When you create an ASP.NET Web application, Visual Studio creates boilerplate code for the Web Forms. Of these methods, the OnInit() method is the first executed when a page is loaded. From this method, the InitializeComponent() and the base.OnInit() methods are called. The InitializeComponent() method sets the event-handler delegates for each component that has event-handler methods. The base.OnInit() method allows the base class to perform initialization of its own.

We need to talk about an important notion now. That is the concept of post backs. ASP.NET performs a lot of its magic by posting itself (including its form data) to the server for processing. The server processes information and then serves up the same page to the client. So, in other words, when you click a button, the system first sends an HTTP POST command to the server. The server receives this command and then simply resends the page after having performed any addition processing.

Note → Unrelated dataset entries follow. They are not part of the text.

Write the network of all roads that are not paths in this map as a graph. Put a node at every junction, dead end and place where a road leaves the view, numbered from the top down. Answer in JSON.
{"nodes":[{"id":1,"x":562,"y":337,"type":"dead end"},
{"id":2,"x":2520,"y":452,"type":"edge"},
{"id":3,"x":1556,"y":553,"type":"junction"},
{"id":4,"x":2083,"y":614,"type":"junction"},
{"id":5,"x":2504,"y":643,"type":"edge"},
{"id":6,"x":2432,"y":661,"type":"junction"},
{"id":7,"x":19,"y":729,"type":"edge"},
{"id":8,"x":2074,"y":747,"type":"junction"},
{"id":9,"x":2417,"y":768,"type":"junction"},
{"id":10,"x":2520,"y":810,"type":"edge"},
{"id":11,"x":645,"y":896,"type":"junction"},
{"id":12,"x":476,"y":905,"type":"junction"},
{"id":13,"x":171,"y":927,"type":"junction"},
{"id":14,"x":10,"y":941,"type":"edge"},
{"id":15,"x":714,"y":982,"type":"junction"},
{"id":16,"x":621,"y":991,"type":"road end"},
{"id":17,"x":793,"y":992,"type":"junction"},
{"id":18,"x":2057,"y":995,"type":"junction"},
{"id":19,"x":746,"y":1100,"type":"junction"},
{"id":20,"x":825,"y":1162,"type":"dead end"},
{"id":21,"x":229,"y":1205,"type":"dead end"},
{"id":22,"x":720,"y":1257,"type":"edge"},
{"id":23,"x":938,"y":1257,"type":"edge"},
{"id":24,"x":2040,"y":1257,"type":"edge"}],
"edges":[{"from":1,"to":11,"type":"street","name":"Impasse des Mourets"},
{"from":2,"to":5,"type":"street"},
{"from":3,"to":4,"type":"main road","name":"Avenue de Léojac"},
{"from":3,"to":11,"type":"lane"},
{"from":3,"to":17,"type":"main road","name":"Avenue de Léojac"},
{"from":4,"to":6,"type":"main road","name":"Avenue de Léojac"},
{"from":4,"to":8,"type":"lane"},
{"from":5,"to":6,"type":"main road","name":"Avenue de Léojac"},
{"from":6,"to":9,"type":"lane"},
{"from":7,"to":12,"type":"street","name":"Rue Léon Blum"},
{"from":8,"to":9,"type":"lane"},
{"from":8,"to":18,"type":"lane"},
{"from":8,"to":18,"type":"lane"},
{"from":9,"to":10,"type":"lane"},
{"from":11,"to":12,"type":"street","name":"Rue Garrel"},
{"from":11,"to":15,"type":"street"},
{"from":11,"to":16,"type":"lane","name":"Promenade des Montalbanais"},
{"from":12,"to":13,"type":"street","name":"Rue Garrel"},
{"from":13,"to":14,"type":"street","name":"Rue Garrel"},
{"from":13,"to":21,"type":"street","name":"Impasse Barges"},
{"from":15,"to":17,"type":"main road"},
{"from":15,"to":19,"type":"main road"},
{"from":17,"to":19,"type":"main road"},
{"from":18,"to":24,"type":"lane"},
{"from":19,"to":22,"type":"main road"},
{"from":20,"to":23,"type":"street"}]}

The page controls, such as TextFields and Labels, are preserved in a hidden HTML field called VIEWSTATE. When the page is POSTed to the server, the server picks up this hidden field and is able populate the controls from the data the field contains. Then, when the page is served back to the client, the controls contain the persisted data.

If the page is being received in response to a post back, you can find this out. A page property called IsPostBack is true when the invocation is in response to a post back; when the invocation is not in response to a post back, the property is false. The following code shows how to determine whether the page is being posted back from inside the Page.Load event handler:

 private void Page_Load(object sender, System.EventArgs.e) {   if( IsPostBack )   {      // You only get here for post backs.   } } 
 Private Sub Page_Load(ByVal sender as object, _   ByVal e as System.EventArgs.e) Handles MyBase.Load   If IsPostBack Then     ' You only get here for post backs.   End If End Sub 

After the OnInit() method, the Page_Load() method is called. In many cases, user-interface objects are populated in the Page_Load() method. These objects will persist their data between post backs. For this reason, you don't need to repopulate them for each page invocation because they might already be populated. Populating controls unnecessarily will create a load on the server that it doesn't need to bear.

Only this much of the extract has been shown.